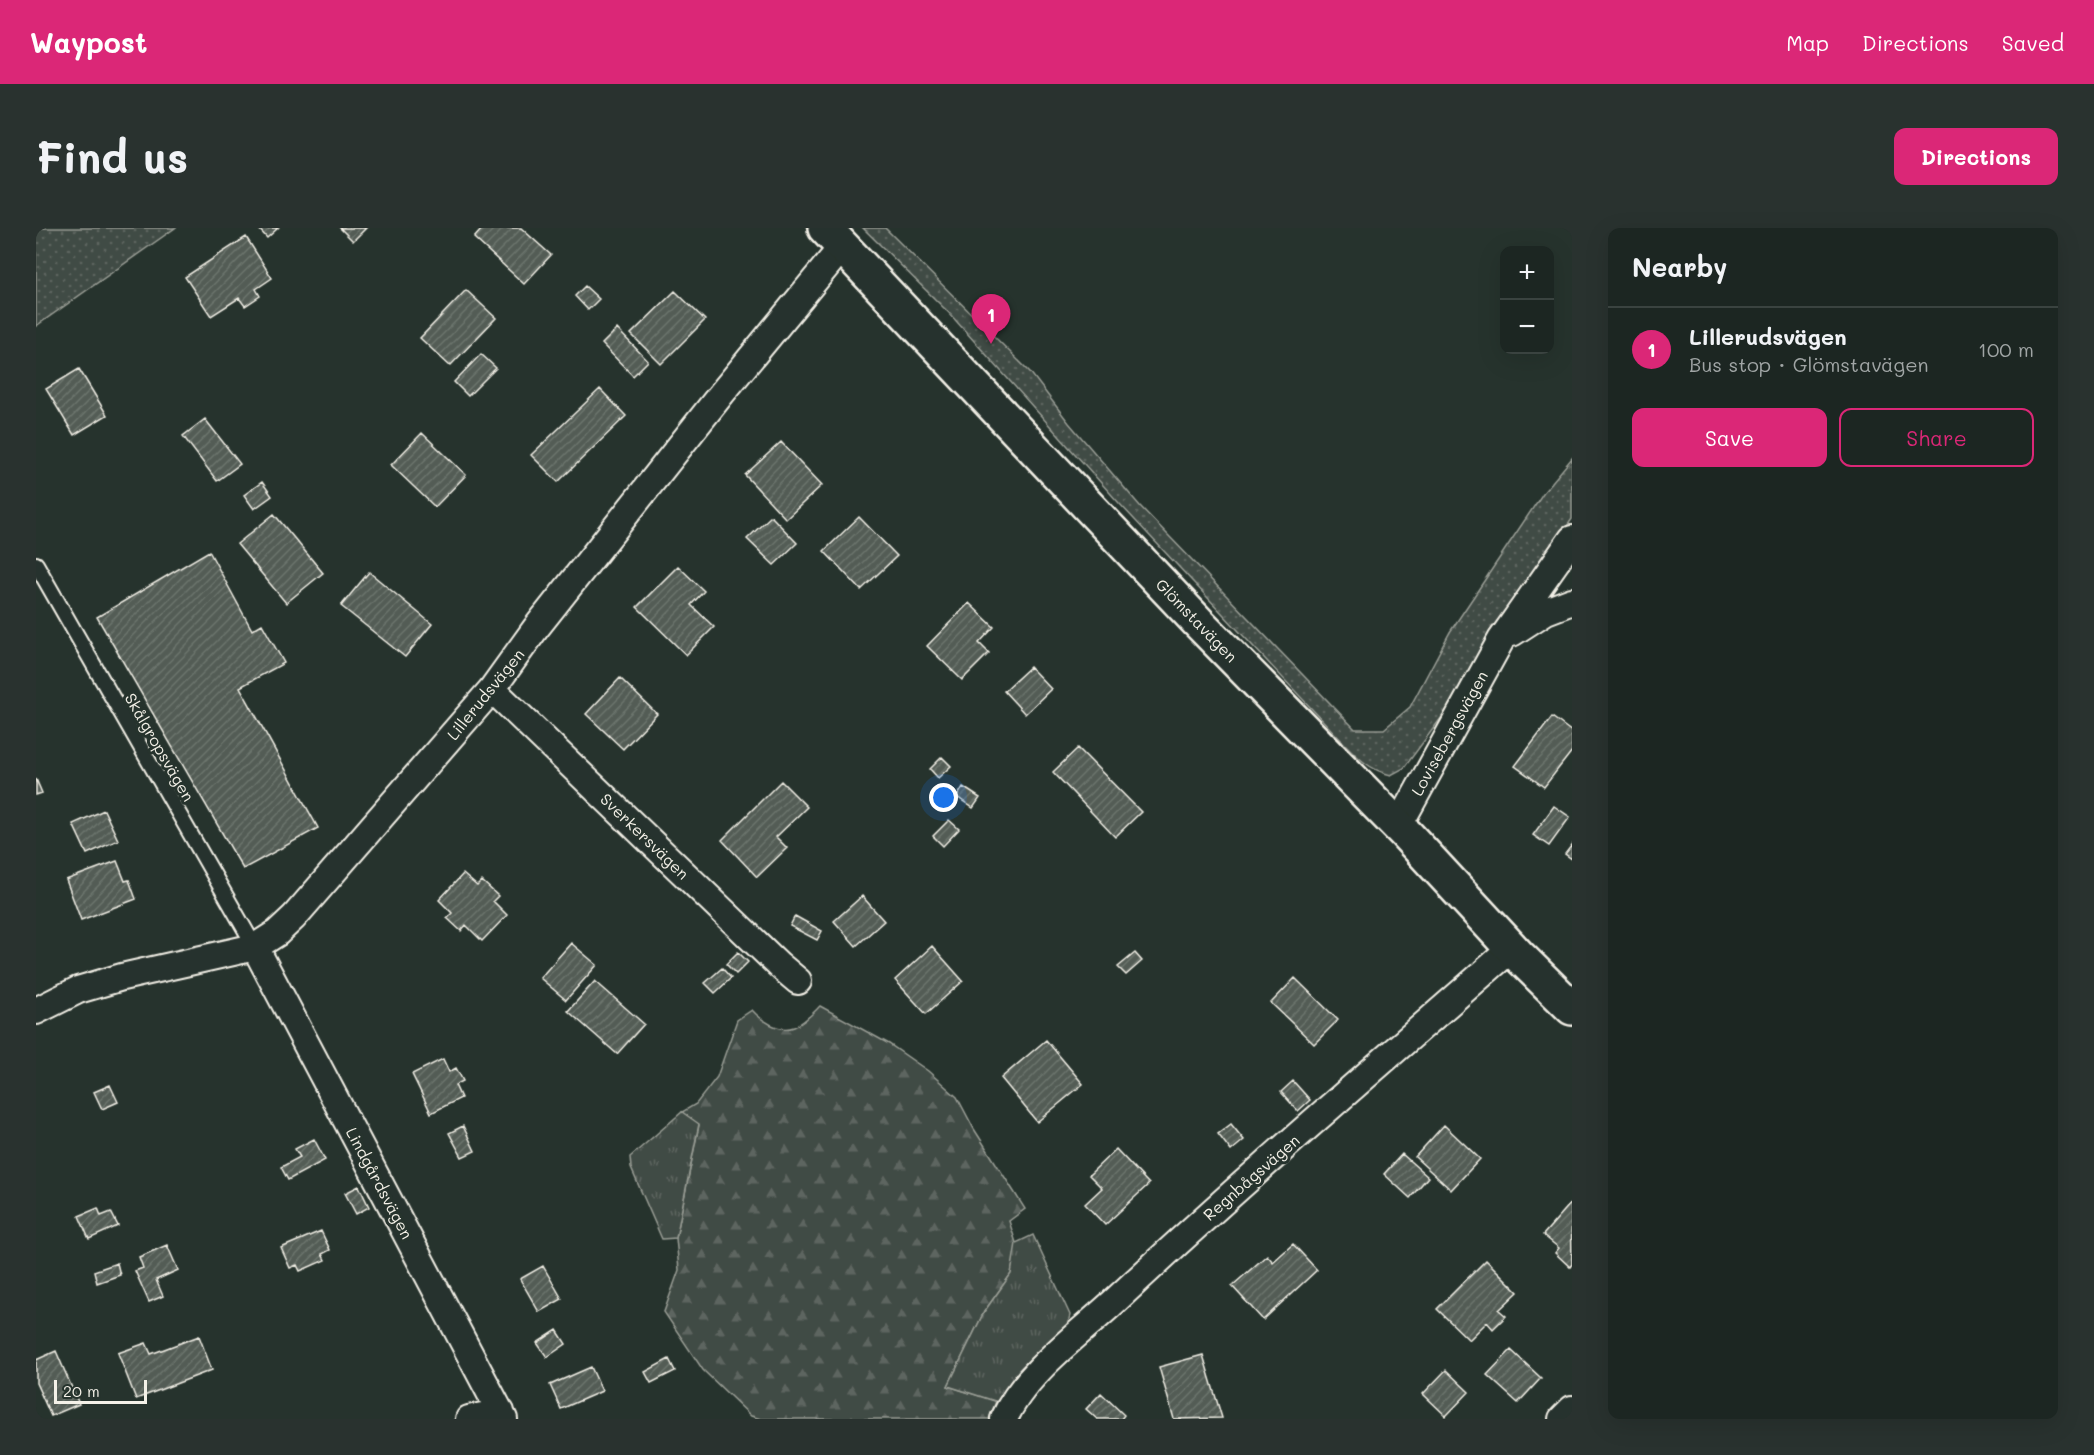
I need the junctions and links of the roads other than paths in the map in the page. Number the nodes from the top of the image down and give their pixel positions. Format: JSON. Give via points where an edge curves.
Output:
{"nodes":[{"id":1,"x":834,"y":237,"type":"edge"},
{"id":2,"x":1572,"y":538,"type":"edge"},
{"id":3,"x":36,"y":564,"type":"edge"},
{"id":4,"x":1572,"y":601,"type":"edge"},
{"id":5,"x":1500,"y":640,"type":"junction"},
{"id":6,"x":492,"y":689,"type":"junction"},
{"id":7,"x":1398,"y":827,"type":"junction"},
{"id":8,"x":255,"y":947,"type":"junction"},
{"id":9,"x":1512,"y":948,"type":"junction"},
{"id":10,"x":798,"y":981,"type":"dead end"},
{"id":11,"x":1572,"y":1008,"type":"edge"},
{"id":12,"x":36,"y":1011,"type":"edge"},
{"id":13,"x":1572,"y":1409,"type":"edge"},
{"id":14,"x":503,"y":1415,"type":"edge"},
{"id":15,"x":469,"y":1419,"type":"edge"},
{"id":16,"x":1004,"y":1419,"type":"edge"},
{"id":17,"x":1562,"y":1419,"type":"edge"}],
"edges":[{"from":1,"to":6,"type":"street","name":"Lillerudsvägen","via":[[693,429]]},
{"from":1,"to":7,"type":"main road","name":"Glömstavägen"},
{"from":2,"to":5,"type":"street","name":"Lovisebergsvägen"},
{"from":3,"to":8,"type":"lane","name":"Skålgropsvägen"},
{"from":4,"to":5,"type":"street","name":"Lovisebergsvägen","via":[[1546,611]]},
{"from":5,"to":7,"type":"street","name":"Lovisebergsvägen"},
{"from":6,"to":8,"type":"street","name":"Lillerudsvägen","via":[[294,917]]},
{"from":6,"to":10,"type":"street","name":"Sverkersvägen"},
{"from":7,"to":9,"type":"main road","name":"Glömstavägen"},
{"from":8,"to":12,"type":"street","name":"Lillerudsvägen","via":[[122,977],[78,990]]},
{"from":8,"to":14,"type":"street","name":"Lindgårdsvägen"},
{"from":9,"to":11,"type":"main road","name":"Glömstavägen"},
{"from":9,"to":16,"type":"street","name":"Regnbågsvägen","via":[[1035,1373]]},
{"from":13,"to":17,"type":"street"},
{"from":14,"to":15,"type":"street"}]}
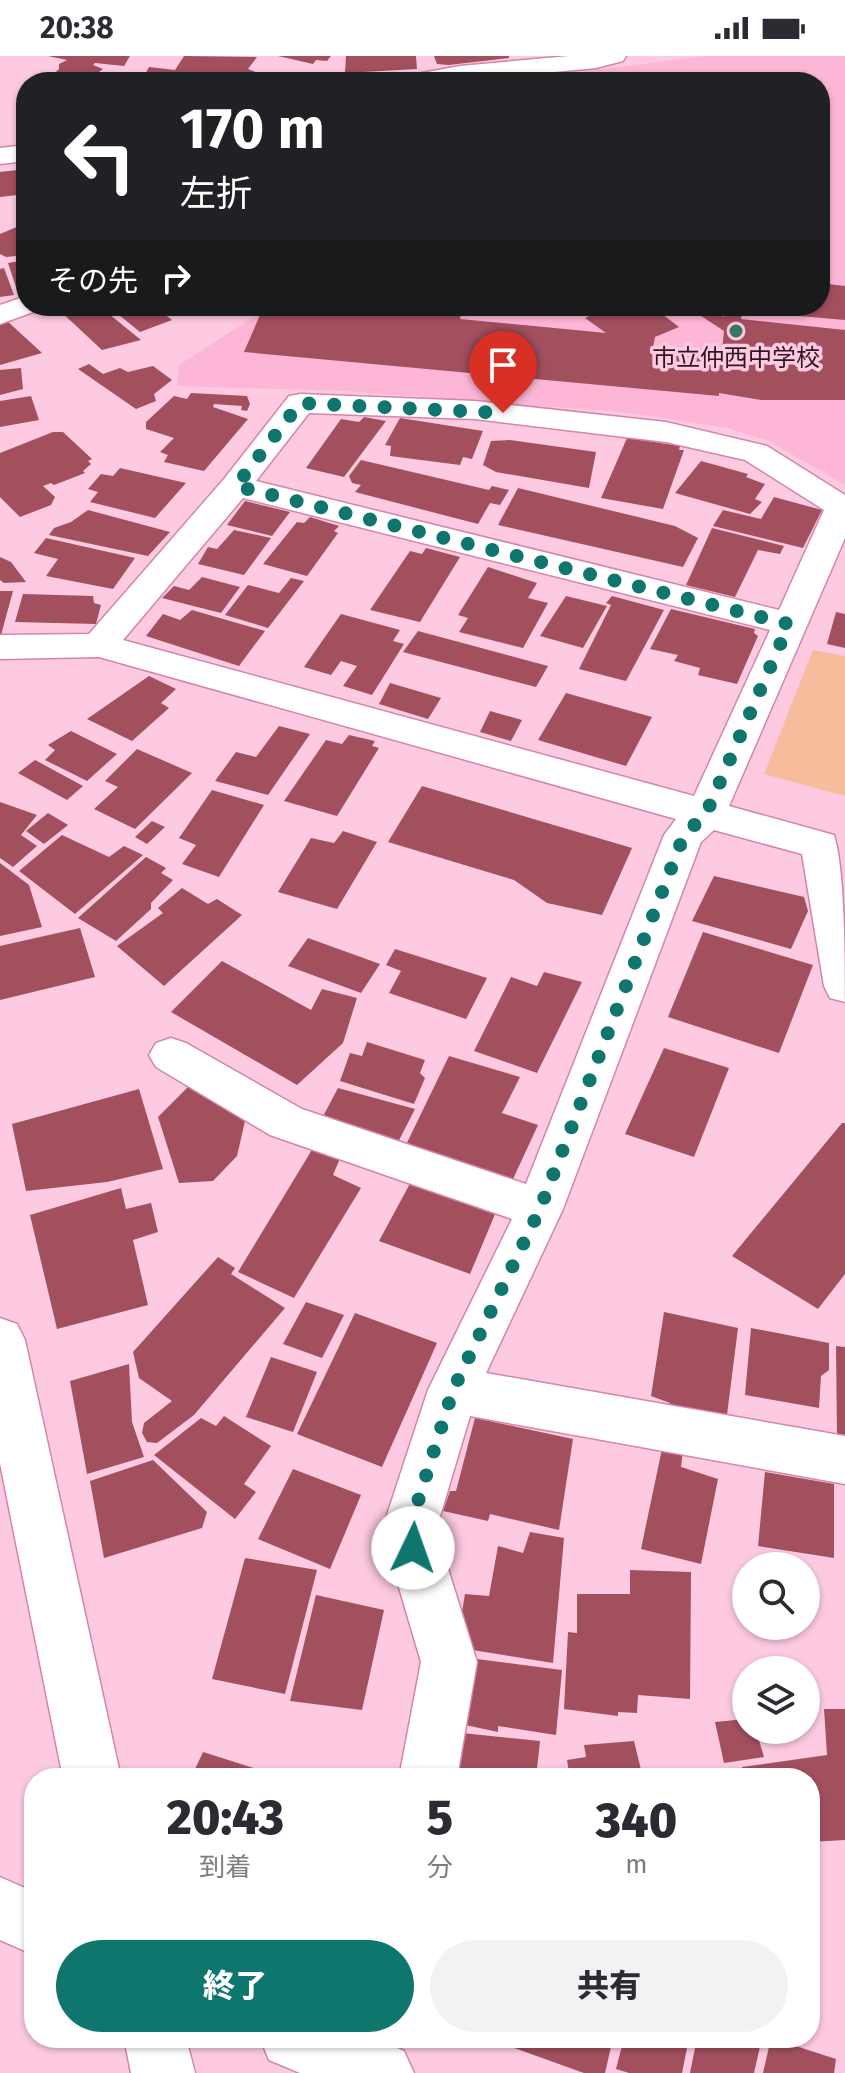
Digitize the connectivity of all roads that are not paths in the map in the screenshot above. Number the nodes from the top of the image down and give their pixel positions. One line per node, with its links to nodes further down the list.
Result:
1 (614, 56): 2 (street)
2 (471, 72)
3 (236, 486): 4 (street); 4 (street); 5 (street)
4 (789, 624): 7 (street)
5 (99, 645): 6 (street); 7 (street)
6 (0, 647)
7 (706, 814): 8 (street); 10 (street)
8 (845, 986)
9 (171, 1055): 10 (street)
10 (540, 1209): 12 (street)
11 (0, 1340): 14 (street)
12 (453, 1390): 13 (street); 15 (street)
13 (845, 1460)
14 (90, 1768)
15 (430, 1768)
16 (0, 1907): 17 (street)
17 (24, 1920)
18 (157, 2048): 21 (street)
19 (331, 2048): 20 (street)
20 (379, 2060)
21 (163, 2073)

# # # # # # #

» TO DO
Output each record verbatim, but skip anything that is a picture.

» OUTPUT FOR THIS EXERCISE
I need the junctions and links of the roads other than paths in the map in the page. Number the nodes from the top of the image down and give their pixel positions. Format: JSON. Give via points where an edge curves.
Output:
{"nodes":[{"id":1,"x":834,"y":237,"type":"edge"},
{"id":2,"x":1572,"y":538,"type":"edge"},
{"id":3,"x":36,"y":564,"type":"edge"},
{"id":4,"x":1572,"y":601,"type":"edge"},
{"id":5,"x":1500,"y":640,"type":"junction"},
{"id":6,"x":492,"y":689,"type":"junction"},
{"id":7,"x":1398,"y":827,"type":"junction"},
{"id":8,"x":255,"y":947,"type":"junction"},
{"id":9,"x":1512,"y":948,"type":"junction"},
{"id":10,"x":798,"y":981,"type":"dead end"},
{"id":11,"x":1572,"y":1008,"type":"edge"},
{"id":12,"x":36,"y":1011,"type":"edge"},
{"id":13,"x":1572,"y":1409,"type":"edge"},
{"id":14,"x":503,"y":1415,"type":"edge"},
{"id":15,"x":469,"y":1419,"type":"edge"},
{"id":16,"x":1004,"y":1419,"type":"edge"},
{"id":17,"x":1562,"y":1419,"type":"edge"}],
"edges":[{"from":1,"to":6,"type":"street","name":"Lillerudsvägen","via":[[693,429]]},
{"from":1,"to":7,"type":"main road","name":"Glömstavägen"},
{"from":2,"to":5,"type":"street","name":"Lovisebergsvägen"},
{"from":3,"to":8,"type":"lane","name":"Skålgropsvägen"},
{"from":4,"to":5,"type":"street","name":"Lovisebergsvägen","via":[[1546,611]]},
{"from":5,"to":7,"type":"street","name":"Lovisebergsvägen"},
{"from":6,"to":8,"type":"street","name":"Lillerudsvägen","via":[[294,917]]},
{"from":6,"to":10,"type":"street","name":"Sverkersvägen"},
{"from":7,"to":9,"type":"main road","name":"Glömstavägen"},
{"from":8,"to":12,"type":"street","name":"Lillerudsvägen","via":[[122,977],[78,990]]},
{"from":8,"to":14,"type":"street","name":"Lindgårdsvägen"},
{"from":9,"to":11,"type":"main road","name":"Glömstavägen"},
{"from":9,"to":16,"type":"street","name":"Regnbågsvägen","via":[[1035,1373]]},
{"from":13,"to":17,"type":"street"},
{"from":14,"to":15,"type":"street"}]}
Digitize the connectivity of all roads that are not paths in the map in the screenshot above. Number the nodes from the top of the image down and give their pixel positions. One line per node, with its links to nodes further down the list.
Result:
1 (614, 56): 2 (street)
2 (471, 72)
3 (236, 486): 4 (street); 4 (street); 5 (street)
4 (789, 624): 7 (street)
5 (99, 645): 6 (street); 7 (street)
6 (0, 647)
7 (706, 814): 8 (street); 10 (street)
8 (845, 986)
9 (171, 1055): 10 (street)
10 (540, 1209): 12 (street)
11 (0, 1340): 14 (street)
12 (453, 1390): 13 (street); 15 (street)
13 (845, 1460)
14 (90, 1768)
15 (430, 1768)
16 (0, 1907): 17 (street)
17 (24, 1920)
18 (157, 2048): 21 (street)
19 (331, 2048): 20 (street)
20 (379, 2060)
21 (163, 2073)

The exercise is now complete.